The not proven verdict is often called the Scottish Verdict or the Scotch Verdict, although in Scotland it is often referred to as the bastard verdict.
The not proven verdict was established in Scottish law by 1728, but scholars dispute its origins. On one account, advanced two hundred years ago by the historians Hume and Arnot, the third and distinctively Scottish verdict was rooted in religious oppression. The Crown persecuted the Covenanters, and popular support for the
Covenanters made it impossible to convict them in a jury trial. To pare the power of the jury, the Scottish judges began restricting the jury's role--no longer would the jury announce whether the defendant was "guilty" or "not guilty"; instead it would decide whether specific factual allegations were "proven" or "not proven"; and the judge would then decide whether to convict. In a famous trial in 1728, the story goes, a defense lawyer persuaded the jury to reassert its ancient right of acquitting, of finding a defendant "not guilty." Jurors continued to use both sets of verdicts, but "proven" fell away because it was redundant to "guilty." Some historians, however, such as Ian Douglas Willock, have rejected the traditional account.
In modern use, the not proven verdict suggests a strong possibility of guilt but not enough evidence to convict. A person receiving a not proven verdict is not fined or imprisoned, and is not subject to
double jeopardy. The real effect of a not proven verdict is stigma for the acquitted person. The verdict can tarnish a person's reputation, as when socialite
Madeleine Smith was charged with murder in nineteenth century Glasgow but acquitted with a not proven verdict.
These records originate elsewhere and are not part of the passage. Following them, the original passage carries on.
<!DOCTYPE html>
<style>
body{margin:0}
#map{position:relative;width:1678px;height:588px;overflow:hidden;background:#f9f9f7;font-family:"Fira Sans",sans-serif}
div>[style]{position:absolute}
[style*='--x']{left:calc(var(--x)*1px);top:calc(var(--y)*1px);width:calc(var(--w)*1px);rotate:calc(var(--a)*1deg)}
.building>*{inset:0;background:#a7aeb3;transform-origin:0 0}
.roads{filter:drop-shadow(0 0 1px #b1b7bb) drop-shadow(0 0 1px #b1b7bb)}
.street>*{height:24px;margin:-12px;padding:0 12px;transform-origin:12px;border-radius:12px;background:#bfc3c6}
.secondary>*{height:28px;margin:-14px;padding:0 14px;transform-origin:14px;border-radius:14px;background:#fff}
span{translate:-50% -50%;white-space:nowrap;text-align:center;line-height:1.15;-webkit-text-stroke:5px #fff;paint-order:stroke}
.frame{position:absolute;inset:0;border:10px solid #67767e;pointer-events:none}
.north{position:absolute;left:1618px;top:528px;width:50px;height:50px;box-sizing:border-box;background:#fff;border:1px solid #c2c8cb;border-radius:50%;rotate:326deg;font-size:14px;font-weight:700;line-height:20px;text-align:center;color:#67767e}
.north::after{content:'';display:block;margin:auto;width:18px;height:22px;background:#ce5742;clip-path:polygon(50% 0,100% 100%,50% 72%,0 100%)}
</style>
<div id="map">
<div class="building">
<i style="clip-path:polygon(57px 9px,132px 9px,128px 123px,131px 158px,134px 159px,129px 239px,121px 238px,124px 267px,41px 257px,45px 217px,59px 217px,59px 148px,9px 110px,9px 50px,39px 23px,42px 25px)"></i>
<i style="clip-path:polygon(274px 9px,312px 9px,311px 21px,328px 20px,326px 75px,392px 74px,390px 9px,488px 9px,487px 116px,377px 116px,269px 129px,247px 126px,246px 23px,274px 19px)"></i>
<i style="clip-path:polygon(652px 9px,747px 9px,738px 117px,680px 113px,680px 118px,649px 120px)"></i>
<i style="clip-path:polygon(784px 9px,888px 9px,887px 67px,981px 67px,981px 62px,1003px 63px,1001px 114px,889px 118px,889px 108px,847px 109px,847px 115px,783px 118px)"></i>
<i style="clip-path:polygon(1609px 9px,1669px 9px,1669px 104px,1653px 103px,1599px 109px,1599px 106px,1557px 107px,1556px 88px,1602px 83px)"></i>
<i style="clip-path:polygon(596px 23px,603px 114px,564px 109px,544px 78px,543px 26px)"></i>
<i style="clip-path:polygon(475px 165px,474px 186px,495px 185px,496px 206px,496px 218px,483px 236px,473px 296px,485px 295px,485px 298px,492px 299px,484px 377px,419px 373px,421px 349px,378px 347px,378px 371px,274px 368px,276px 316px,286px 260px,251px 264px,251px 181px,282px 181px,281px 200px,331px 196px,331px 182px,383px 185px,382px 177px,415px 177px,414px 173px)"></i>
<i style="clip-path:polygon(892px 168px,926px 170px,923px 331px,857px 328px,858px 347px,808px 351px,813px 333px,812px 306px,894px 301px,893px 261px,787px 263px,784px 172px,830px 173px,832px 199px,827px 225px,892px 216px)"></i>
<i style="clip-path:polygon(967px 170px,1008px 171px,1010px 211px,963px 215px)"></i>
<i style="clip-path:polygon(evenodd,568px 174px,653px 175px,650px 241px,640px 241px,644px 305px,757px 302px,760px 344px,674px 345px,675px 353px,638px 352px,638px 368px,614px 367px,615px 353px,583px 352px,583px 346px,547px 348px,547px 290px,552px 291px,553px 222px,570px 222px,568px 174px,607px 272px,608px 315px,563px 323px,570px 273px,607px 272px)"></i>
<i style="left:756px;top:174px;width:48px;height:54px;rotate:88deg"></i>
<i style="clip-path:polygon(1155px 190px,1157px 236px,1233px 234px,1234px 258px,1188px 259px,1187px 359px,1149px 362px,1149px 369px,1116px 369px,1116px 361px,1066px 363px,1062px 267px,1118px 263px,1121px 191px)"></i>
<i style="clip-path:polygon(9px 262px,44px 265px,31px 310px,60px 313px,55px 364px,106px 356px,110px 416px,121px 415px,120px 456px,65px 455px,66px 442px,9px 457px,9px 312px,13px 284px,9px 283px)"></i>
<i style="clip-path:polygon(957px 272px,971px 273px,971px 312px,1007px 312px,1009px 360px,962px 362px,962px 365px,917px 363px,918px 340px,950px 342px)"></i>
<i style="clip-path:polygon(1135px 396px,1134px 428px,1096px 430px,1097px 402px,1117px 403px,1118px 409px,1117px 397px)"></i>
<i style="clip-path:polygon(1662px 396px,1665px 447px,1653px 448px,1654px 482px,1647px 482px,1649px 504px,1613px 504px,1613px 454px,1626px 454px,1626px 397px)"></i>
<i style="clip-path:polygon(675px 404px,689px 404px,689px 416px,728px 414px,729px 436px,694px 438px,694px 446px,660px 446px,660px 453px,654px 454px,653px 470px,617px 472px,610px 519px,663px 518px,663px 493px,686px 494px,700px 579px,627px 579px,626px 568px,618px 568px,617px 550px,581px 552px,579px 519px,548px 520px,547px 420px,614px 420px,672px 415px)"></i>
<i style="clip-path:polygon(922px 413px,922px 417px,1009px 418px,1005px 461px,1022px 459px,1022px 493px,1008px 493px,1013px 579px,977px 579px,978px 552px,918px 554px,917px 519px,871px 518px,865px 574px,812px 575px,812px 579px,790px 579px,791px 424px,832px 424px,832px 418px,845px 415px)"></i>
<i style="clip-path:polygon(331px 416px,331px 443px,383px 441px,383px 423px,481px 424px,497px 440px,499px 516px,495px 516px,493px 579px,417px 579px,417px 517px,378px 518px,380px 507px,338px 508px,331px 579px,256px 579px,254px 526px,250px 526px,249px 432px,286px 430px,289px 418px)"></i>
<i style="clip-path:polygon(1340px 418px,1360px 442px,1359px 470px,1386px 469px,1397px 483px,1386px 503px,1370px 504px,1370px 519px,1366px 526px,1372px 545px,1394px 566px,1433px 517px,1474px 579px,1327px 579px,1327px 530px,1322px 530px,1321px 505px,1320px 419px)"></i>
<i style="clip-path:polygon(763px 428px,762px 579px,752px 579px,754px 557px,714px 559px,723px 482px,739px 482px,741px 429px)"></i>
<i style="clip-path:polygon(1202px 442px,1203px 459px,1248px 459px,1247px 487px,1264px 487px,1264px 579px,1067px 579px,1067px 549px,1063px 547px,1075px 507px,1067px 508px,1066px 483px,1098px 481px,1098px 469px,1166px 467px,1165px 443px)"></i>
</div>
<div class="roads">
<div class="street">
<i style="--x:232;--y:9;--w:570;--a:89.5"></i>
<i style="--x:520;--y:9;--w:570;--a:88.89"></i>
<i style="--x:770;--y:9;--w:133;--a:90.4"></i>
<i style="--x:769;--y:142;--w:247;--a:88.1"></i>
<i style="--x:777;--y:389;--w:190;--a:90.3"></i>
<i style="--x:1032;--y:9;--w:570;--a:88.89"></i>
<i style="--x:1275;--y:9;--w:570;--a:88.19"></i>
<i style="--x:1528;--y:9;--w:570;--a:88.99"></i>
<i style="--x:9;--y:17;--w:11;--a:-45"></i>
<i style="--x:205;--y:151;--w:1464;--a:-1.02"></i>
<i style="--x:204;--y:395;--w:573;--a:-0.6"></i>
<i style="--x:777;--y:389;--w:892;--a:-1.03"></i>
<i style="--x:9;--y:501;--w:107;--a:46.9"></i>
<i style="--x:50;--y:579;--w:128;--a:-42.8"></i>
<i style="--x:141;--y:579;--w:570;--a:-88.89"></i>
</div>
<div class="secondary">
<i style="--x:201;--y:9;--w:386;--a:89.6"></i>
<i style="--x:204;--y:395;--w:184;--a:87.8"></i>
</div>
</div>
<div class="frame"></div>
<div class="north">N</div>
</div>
Some modern commentators have suggested that if a reduction in the number of possible verdicts is desired, it is the 'not guilty' verdict (in the sense of 'innocent') which should be discarded. This is based on the logic that if sufficient evidence exists to convict then 'guilty' is the appropriate verdict. If however insufficient or no evidence exists then the charge against the defendant can not be proved. Therefore the result should be 'not proven'. These are the only two logical and legal conclusions which can be drawn. To declare someone 'innocent' is a moral judgment, not a legal one, and as such is entirely beyond the capacity of a court of law.
The Scottish verdict has not been permanently adopted outside of its home country, but it was sometimes used in colonial Canada, especially by some judges in southwestern Ontario. Its most famous use outside of Scottish law came when
Senator Arlen Specter tried to vote not proven on an article of
impeachment of Bill Clinton, and when, at the
O. J. Simpson murder trial, various reformers, including Fred Goldman,
Ron Goldman's father, pushed for a change to "not proven" because of what they felt was an incorrect
presumption of innocence on the part of Simpson. [
1] A recent proposal to introduce the not proven verdict into the United States is:
Samuel Bray, Not Proven: Introducing a Third Verdict, 72 U. Chi. L. Rev. 1299 (2005).
The "not proven" verdict has been used in popular writing (as by
Carl Sagan) as a metaphor for the operation of the
scientific method, in which conclusions are never certain, but the most that can be said about a theory is what the
preponderance of the evidence suggests.